The U.S. housing market is slowing, causing house prices to slip for the fourth month in a row.
- After skyrocketing, the housing market has begun to slow—mainly the result of the Federal Reserve raising interest rates to ease inflation.
- Housing prices fell 0.5% from September, the fourth consecutive monthly decline for a seasonally adjusted measure of home prices in 20 large cities, according to the S&P CoreLogic Case-Shiller index.
- High mortgage rates have made houses unaffordable for many, causing demand to slump and fewer houses to be put on the market.
- As demand weakens, many houses are lowering prices in an attempt to get houses to sell, and prices are continuing to drop.
Why it’s news
The housing market has been slowing down as fewer Americans have been buying homes due to high mortgage and housing rates.
The market began to fall in October, being affected by high mortgage rates and an unsettling economic outlook. Many sellers stopped putting houses on the market as fewer buyers were purchasing homes.

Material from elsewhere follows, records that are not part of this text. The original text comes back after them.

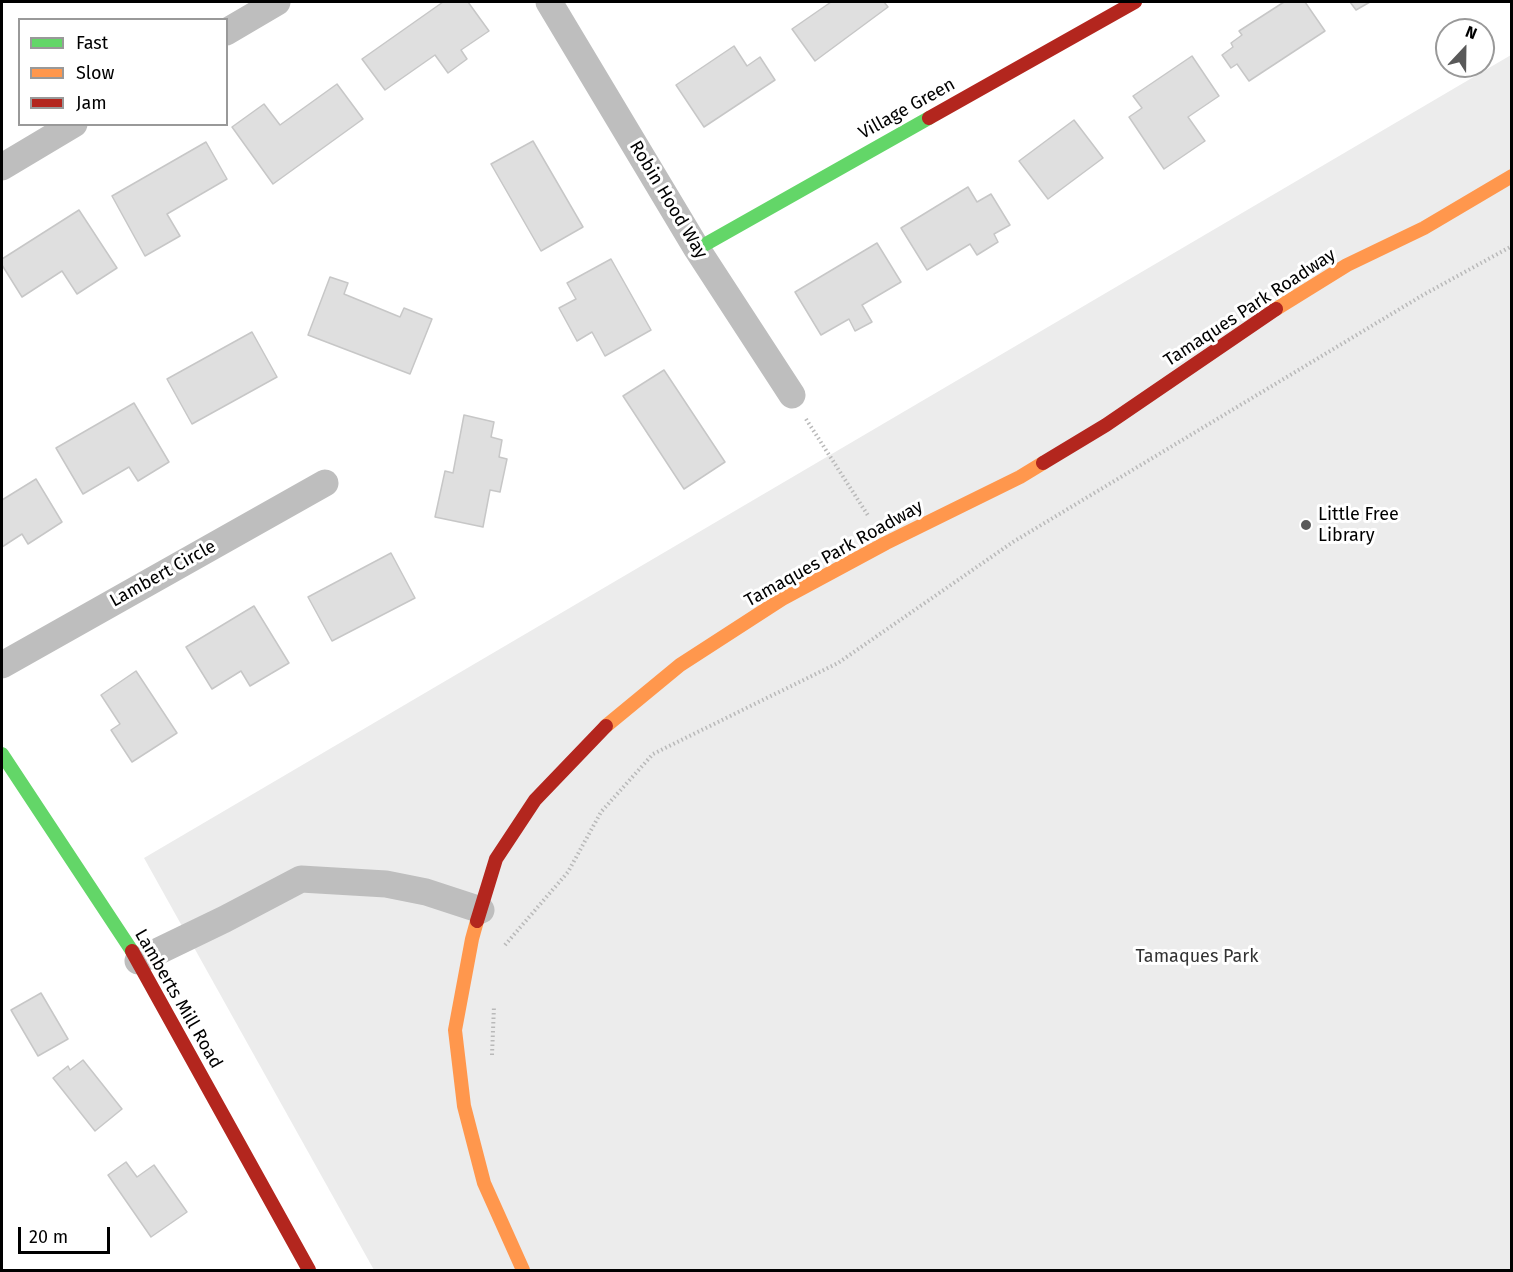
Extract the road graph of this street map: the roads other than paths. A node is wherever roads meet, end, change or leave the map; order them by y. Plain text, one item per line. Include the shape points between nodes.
1 (277, 2) edge
2 (549, 2) edge
3 (1135, 2) edge
4 (228, 31) edge
5 (71, 126) edge
6 (2, 167) edge
7 (1512, 176) edge
8 (697, 249) junction
9 (792, 395) road end
10 (325, 483) dead end
11 (2, 664) edge
12 (2, 754) edge
13 (481, 910) junction
14 (138, 961) junction
15 (309, 1270) edge
16 (523, 1270) edge

1 - 4 street
2 - 8 street, Robin Hood Way
3 - 8 street, Village Green
5 - 6 street
7 - 13 street, Tamaques Park Roadway via 1424,228 1347,265 1106,425 1020,477 782,599 680,665 608,724 535,800 496,860
8 - 9 street, Robin Hood Way
10 - 11 street, Lambert Circle
12 - 14 street, Lamberts Mill Road
13 - 14 street via 386,884 300,879
13 - 16 street, Tamaques Park Roadway via 472,939 456,1041 464,1106 484,1183
14 - 15 street, Lamberts Mill Road

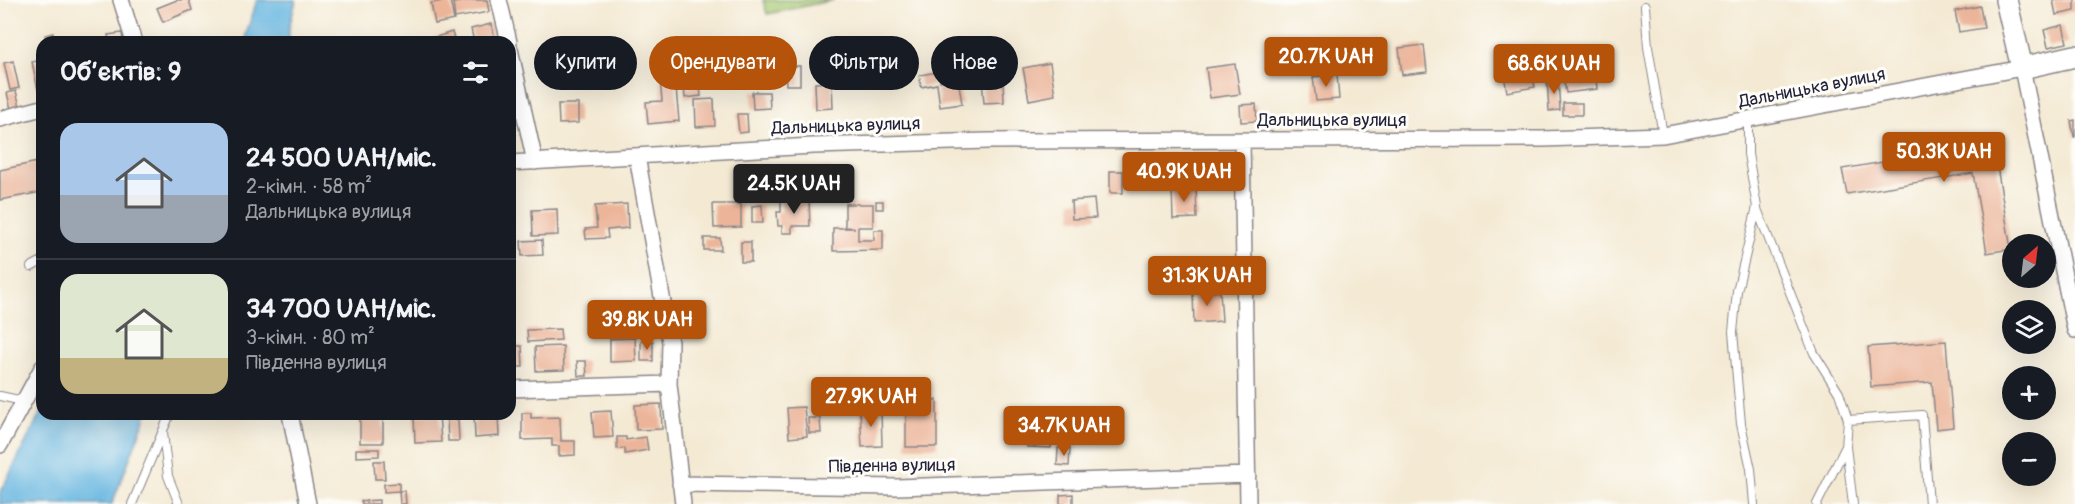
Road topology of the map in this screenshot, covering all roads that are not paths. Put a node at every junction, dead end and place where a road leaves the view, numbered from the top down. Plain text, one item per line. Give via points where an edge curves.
1 (121, 0) edge
2 (499, 0) edge
3 (2006, 0) edge
4 (1645, 6) dead end
5 (132, 36) edge
6 (507, 36) edge
7 (2075, 56) edge
8 (2022, 68) junction
9 (516, 76) edge
10 (36, 110) edge
11 (0, 119) edge
12 (1748, 120) junction
13 (1663, 135) junction
14 (1242, 140) junction
15 (637, 156) junction
16 (535, 162) junction
17 (516, 163) edge
18 (1757, 207) junction
19 (36, 264) edge
20 (31, 267) dead end
21 (2075, 330) edge
22 (36, 378) edge
23 (669, 384) junction
24 (516, 389) edge
25 (0, 396) edge
26 (23, 401) junction
27 (168, 420) edge
28 (291, 420) edge
29 (1848, 420) junction
30 (163, 431) junction
31 (0, 445) edge
32 (1846, 447) junction
33 (1248, 475) junction
34 (680, 484) junction
35 (132, 504) edge
36 (179, 504) edge
37 (308, 504) edge
38 (683, 504) edge
39 (1248, 504) edge
40 (1754, 504) edge
41 (1817, 504) edge
42 (1853, 504) edge
43 (1929, 504) edge

1 - 5 street
2 - 6 street
3 - 8 street
4 - 13 lane via 1647,47
7 - 8 street
8 - 12 street, Дальницька вулиця
8 - 21 street
9 - 16 street
10 - 11 street
12 - 13 street, Дальницька вулиця
12 - 18 lane via 1748,154
13 - 14 street, Дальницька вулиця via 1542,140
14 - 15 street, Дальницька вулиця via 976,141
14 - 33 street
15 - 16 street, Дальницька вулиця
15 - 23 street via 670,342
16 - 17 street, Дальницька вулиця
18 - 29 lane via 1815,353 1839,393
18 - 40 lane via 1737,291 1733,332 1741,424
19 - 20 lane
22 - 26 street
23 - 24 street
23 - 34 street
25 - 26 lane
26 - 31 street
27 - 30 lane
28 - 37 street
29 - 32 lane
29 - 43 lane via 1922,415
30 - 35 lane
30 - 36 lane via 168,476
32 - 41 lane
32 - 42 lane
33 - 34 street, Південна вулиця via 897,487
33 - 39 street
34 - 38 street

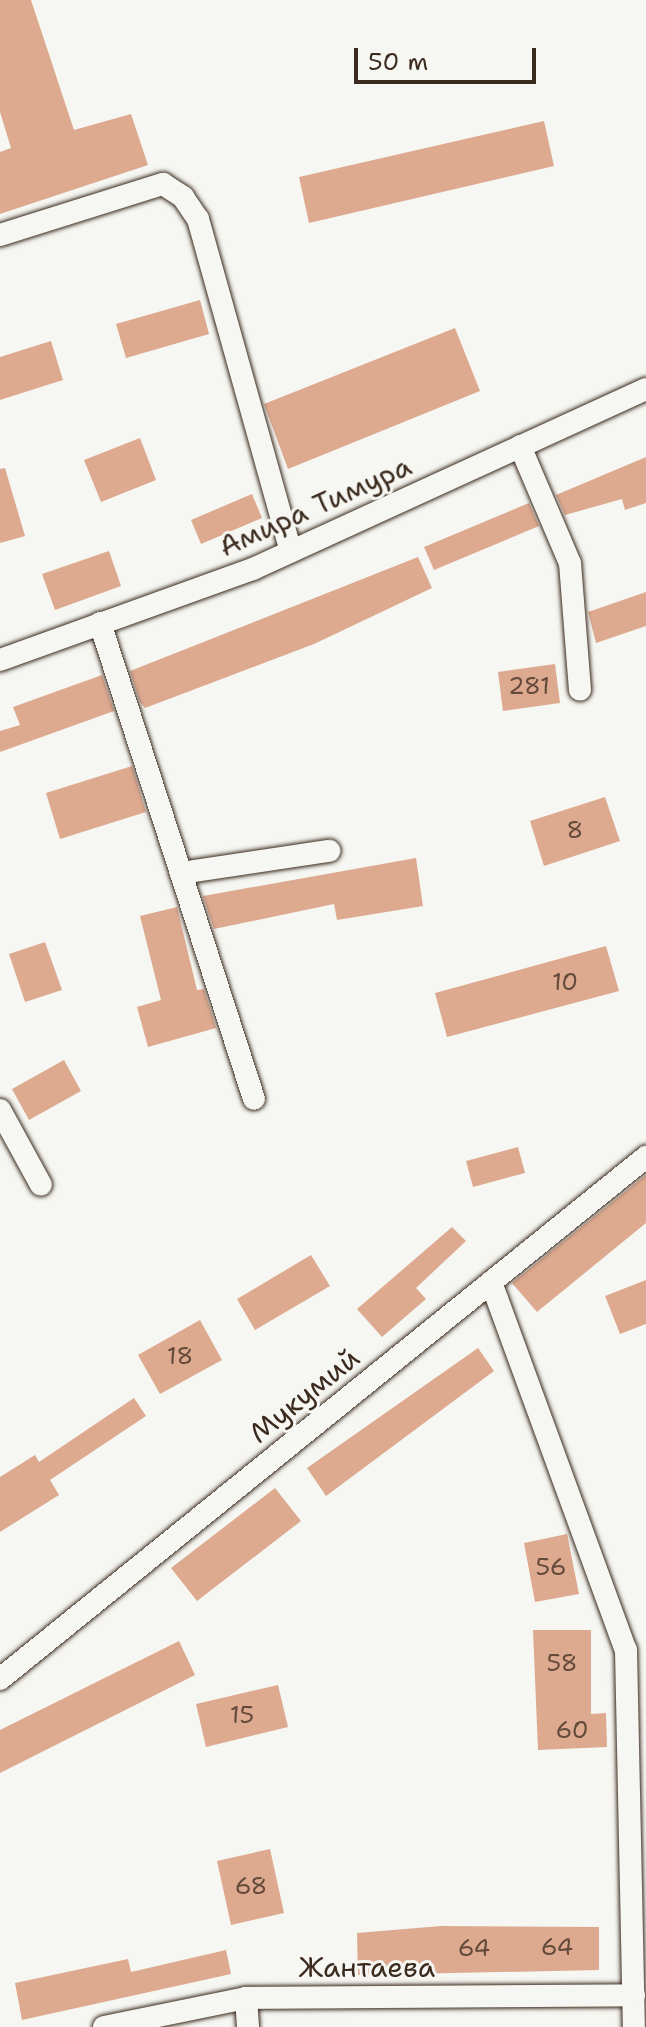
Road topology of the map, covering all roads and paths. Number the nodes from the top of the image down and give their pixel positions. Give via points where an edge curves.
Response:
1 (0, 235) edge
2 (646, 389) edge
3 (520, 446) junction
4 (291, 551) junction
5 (100, 623) junction
6 (0, 658) edge
7 (580, 690) dead end
8 (329, 851) dead end
9 (181, 873) junction
10 (254, 1099) dead end
11 (0, 1110) edge
12 (646, 1157) edge
13 (41, 1185) dead end
14 (491, 1282) junction
15 (636, 1676) edge
16 (0, 1679) edge
17 (634, 1995) junction
18 (246, 1998) junction
19 (104, 2027) edge
20 (248, 2027) edge
21 (634, 2027) edge

1 - 4 street via 163,184 183,197 198,219
2 - 3 street, Амира Тимура
3 - 4 street, Амира Тимура
3 - 7 street via 570,563
4 - 5 street, Амира Тимура
5 - 6 street, Амира Тимура
5 - 9 street
8 - 9 street
9 - 10 street
11 - 13 street
12 - 14 street, Мукумий
14 - 15 street
14 - 16 street, Мукумий
15 - 17 street
17 - 18 street, Жантаева
17 - 21 street
18 - 19 street, Жантаева
18 - 20 street

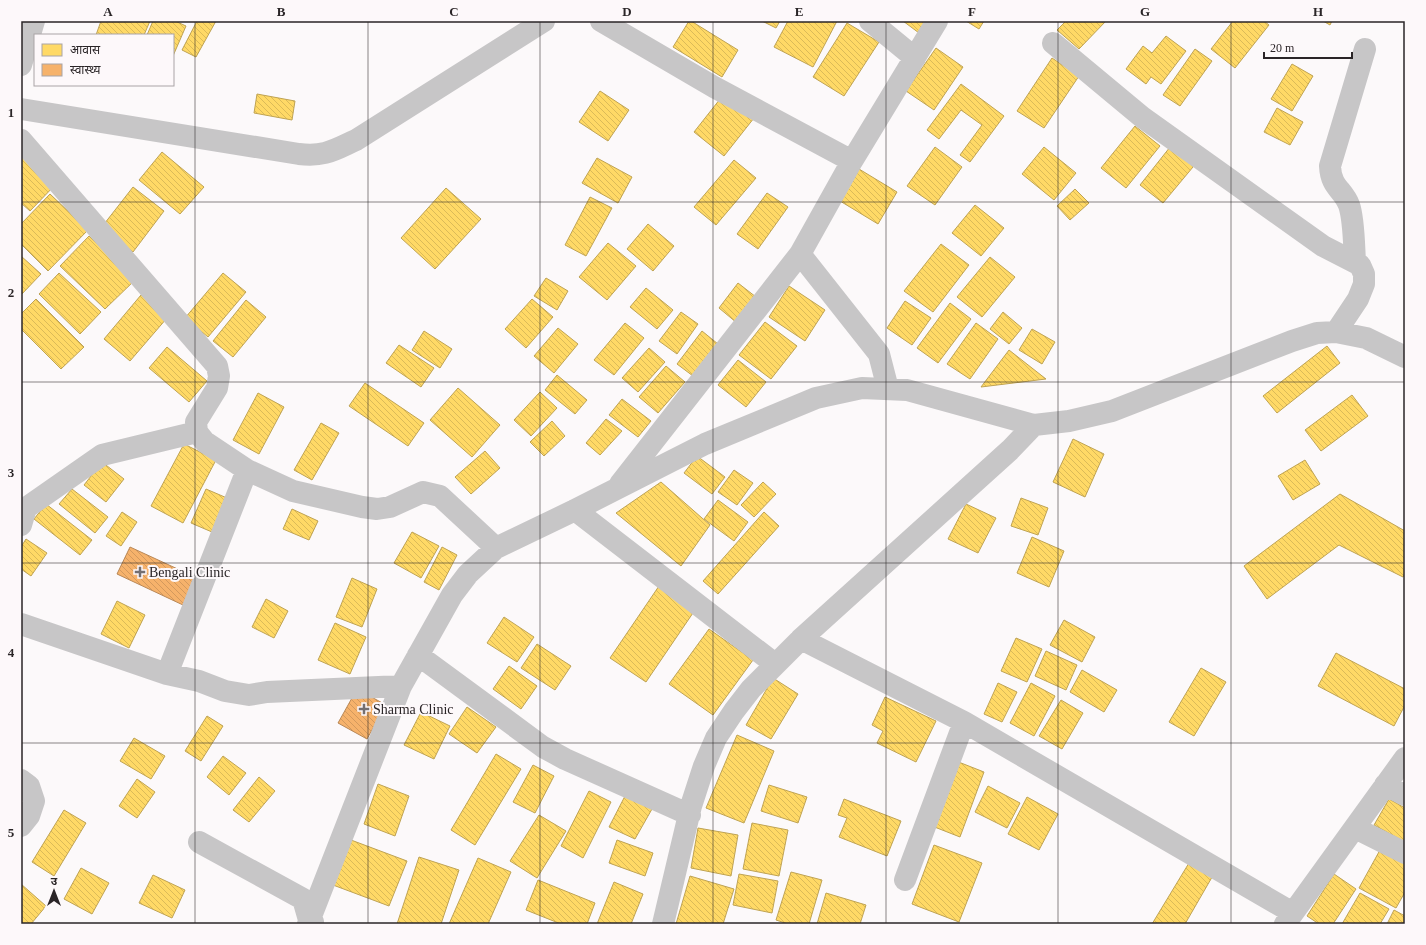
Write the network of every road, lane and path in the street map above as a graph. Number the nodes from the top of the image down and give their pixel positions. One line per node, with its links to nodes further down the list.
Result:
1 (34, 21): 9 (street)
2 (544, 21): 10 (street)
3 (602, 21): 12 (street)
4 (870, 21): 8 (street)
5 (937, 21): 8 (street)
6 (1053, 42): 14 (street)
7 (1365, 49): 14 (street)
8 (915, 58): 12 (street)
9 (21, 65)
10 (21, 109)
11 (21, 140): 19 (street)
12 (852, 161): 13 (street)
13 (800, 254): 17 (street); 21 (street)
14 (1355, 262): 15 (street)
15 (1336, 332): 16 (street); 18 (street)
16 (1405, 357)
17 (888, 389): 18 (street); 21 (street)
18 (1034, 425): 26 (street)
19 (197, 432): 20 (street); 23 (street)
20 (247, 470): 24 (street); 29 (street)
21 (616, 489): 22 (street)
22 (575, 510): 24 (street); 28 (street)
23 (21, 525)
24 (496, 548): 27 (street)
25 (21, 624): 29 (street)
26 (801, 639): 28 (street); 31 (street)
27 (418, 656): 30 (street); 36 (street)
28 (776, 664): 36 (street)
29 (168, 674): 30 (street)
30 (401, 686): 43 (street)
31 (964, 722): 41 (street); 42 (street)
32 (1405, 758): 34 (street)
33 (21, 780): 37 (street)
34 (1385, 785): 35 (street); 38 (street)
35 (1405, 795)
36 (690, 815): 44 (street)
37 (21, 826)
38 (1355, 828): 40 (street); 42 (street)
39 (199, 842): 43 (street)
40 (1405, 853)
41 (905, 880)
42 (1289, 919)
43 (311, 923)
44 (663, 924)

Rates for 30-year fixed mortgages reached 7.08% in October and November but have since gone down, according to Freddie Mac data. The high prices spread across the housing market have caused many buyers not to purchase a home, causing fewer sellers to put houses on the market.
“As the Federal Reserve continues to move interest rates higher, mortgage financing continues to be a headwind for home prices,” says Craig Lazzara, managing director at S&P Dow Jones Indice. “Given the continuing prospects for a challenging macroeconomic environment, prices may continue to weaken.”
Although prices are falling, they remain well over what they were last year.